The other fear I know everyone has is that someone in the audience will make their life miserable during the Q&A. Again, most audiences I’ve known are friendly. Most conferences now have half a dozen parallel sessions competing for audience interest, so remember that if they’ve turned up to yours it’s because they are genuinely interested in what you have to present. Yes, they might ask hard questions, but because they really want to know the answer – they think the work you do is important and so we should ask important questions about it.

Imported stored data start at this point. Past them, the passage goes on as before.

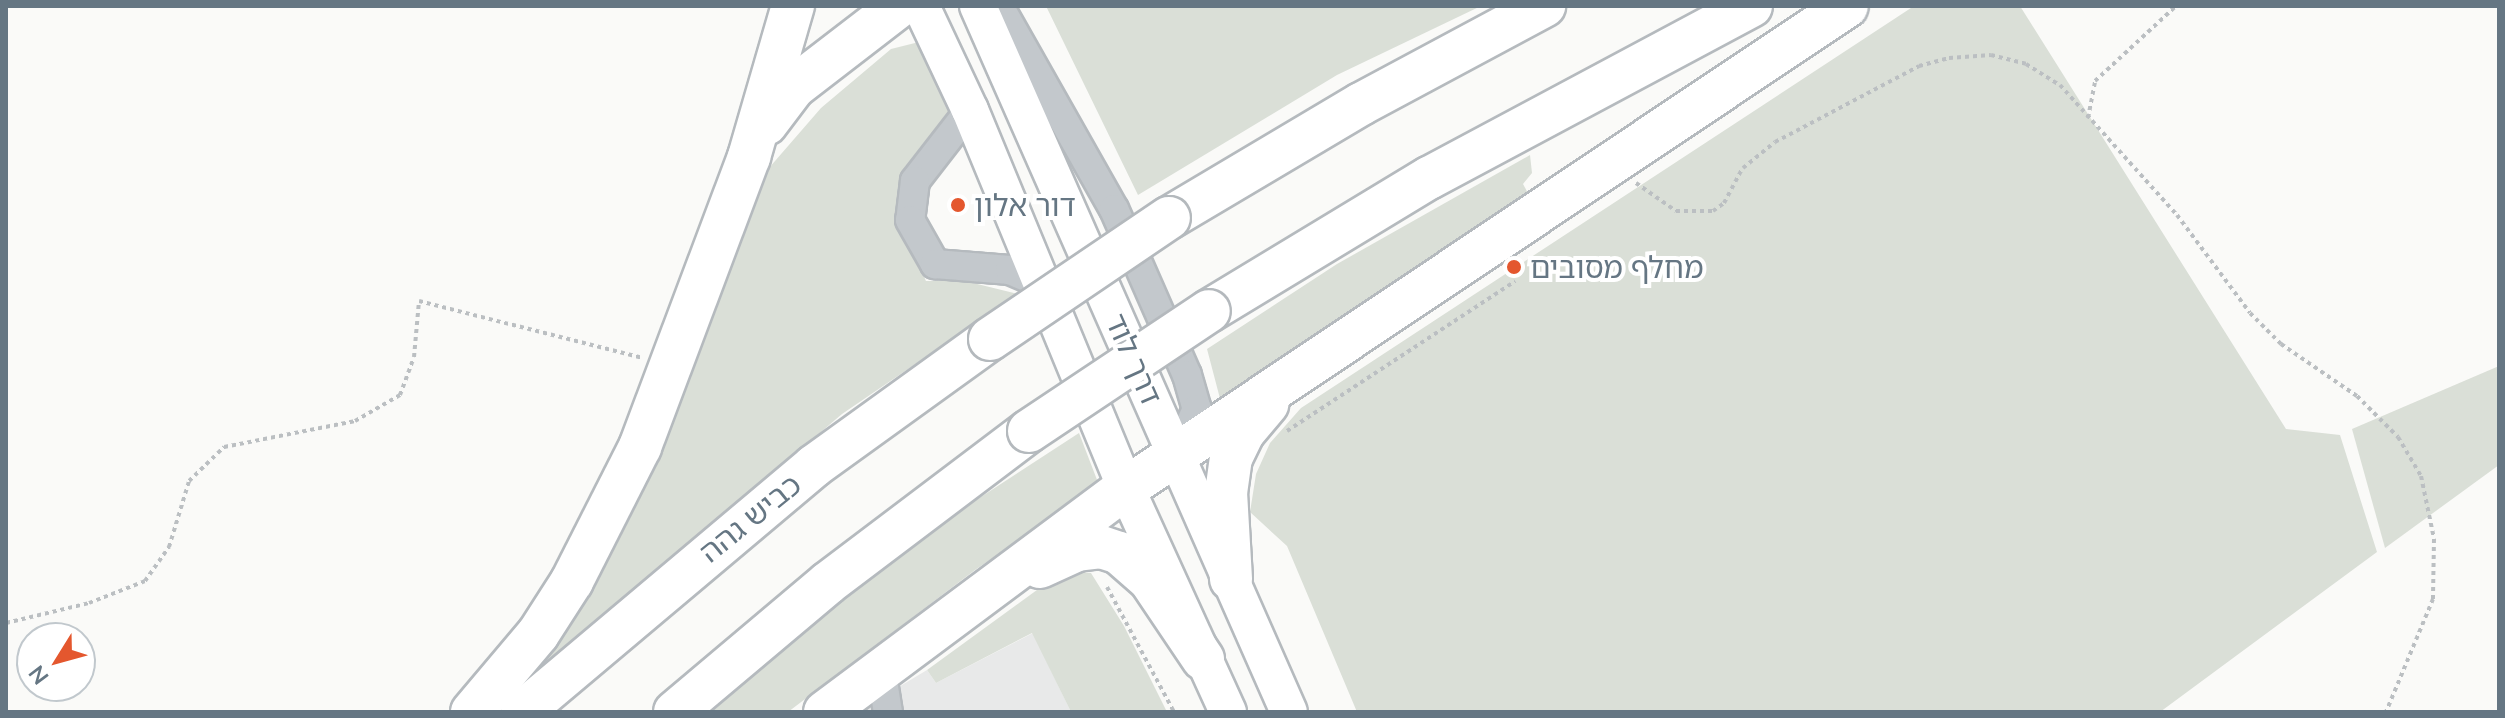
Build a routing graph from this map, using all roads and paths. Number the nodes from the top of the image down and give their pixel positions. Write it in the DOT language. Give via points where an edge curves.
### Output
graph roads {
  1 [pos="793,6"];
  2 [pos="899,6"];
  3 [pos="921,6"];
  4 [pos="978,6"];
  5 [pos="999,6"];
  6 [pos="1544,6"];
  7 [pos="1751,6"];
  8 [pos="1847,6"];
  9 [pos="2176,6"];
  10 [pos="970,110"];
  11 [pos="2088,118"];
  12 [pos="749,157"];
  13 [pos="1618,161"];
  14 [pos="1515,281"];
  15 [pos="1041,283"];
  16 [pos="669,367"];
  17 [pos="1288,384"];
  18 [pos="1275,440"];
  19 [pos="1176,454"];
  20 [pos="1126,488"];
  21 [pos="1231,579"];
  22 [pos="6,623"];
  23 [pos="1203,659"];
  24 [pos="886,697"];
  25 [pos="472,712"];
  26 [pos="522,712"];
  27 [pos="675,712"];
  28 [pos="825,712"];
  29 [pos="833,712"];
  30 [pos="1228,712"];
  31 [pos="1289,712"];
  32 [pos="2386,712"];
  1 -- 12 [label="highway"];
  2 -- 12 [label="highway" via="794,87"];
  3 -- 10 [label="main road, דרך לוד"];
  4 -- 19 [label="main road, דרך לוד"];
  5 -- 19 [label="lane" via="1114,209 1187,375 1197,409"];
  6 -- 26 [label="highway, כביש גהה, bridge" via="1361,104 1169,218 990,339 814,466"];
  7 -- 27 [label="highway, bridge" via="1429,178 1209,311 1029,431 828,583"];
  8 -- 13 [label="highway"];
  9 -- 11 [label="path" via="2095,81"];
  10 -- 15 [label="main road, דרך לוד"];
  10 -- 15 [label="lane" via="915,181 910,220 935,264 1010,270"];
  11 -- 13 [label="path" via="2060,85 2026,64 1991,55 1949,58 1907,71 1775,142 1743,168 1724,203 1713,211 1676,211 1641,189"];
  11 -- 32 [label="path" via="2177,215 2250,313 2281,344 2357,396 2398,437 2421,476 2434,539 2433,599"];
  12 -- 16 [label="highway"];
  13 -- 17 [label="highway"];
  14 -- 18 [label="path"];
  15 -- 20 [label="main road, דרך לוד"];
  16 -- 22 [label="path" via="419,301 414,357 400,395 355,421 224,447 189,481 169,547 145,581 89,603"];
  16 -- 25 [label="highway" via="640,447 572,581 538,634"];
  17 -- 19 [label="highway"];
  17 -- 21 [label="highway" via="1255,415 1231,458 1226,493"];
  19 -- 20 [label="highway"];
  19 -- 21 [label="main road, דרך לוד"];
  20 -- 23 [label="main road, דרך לוד"];
  20 -- 28 [label="highway"];
  21 -- 31 [label="main road, דרך לוד"];
  23 -- 24 [label="highway" via="1150,580 1119,553 1101,547 1048,561"];
  23 -- 30 [label="main road, דרך לוד"];
  24 -- 29 [label="highway"];
}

There’s also nothing wrong with saying “I hadn’t thought about that.” Maybe follow with “That’s really useful to bring up thank you – could we perhaps a quick chat about it after the talk?” This stops you getting embroiled in a live debate on stage (if you’re the kind of person who doesn’t enjoy that!), will probably flatter the person asking the question, and best of all gives you an opportunity to have a proper discussion with someone who might be able to help you.
I guess it’s possible that there could be a conference where your boss’s worst enemy is there and deliberately attempting to trip you up or humiliate you. If this ever does happen though, be assured that the rest of the audience can spot it a mile off, and insolent people like me are probably already making disparaging comments about them on twitter.
This piece originally appeared on the author’s personal blog and is reposted with permission.
Note: This article gives the views of the author, and not the position of the Impact of Social Science blog, nor of the London School of Economics. Please review our Comments Policy if you have any concerns on posting a comment below.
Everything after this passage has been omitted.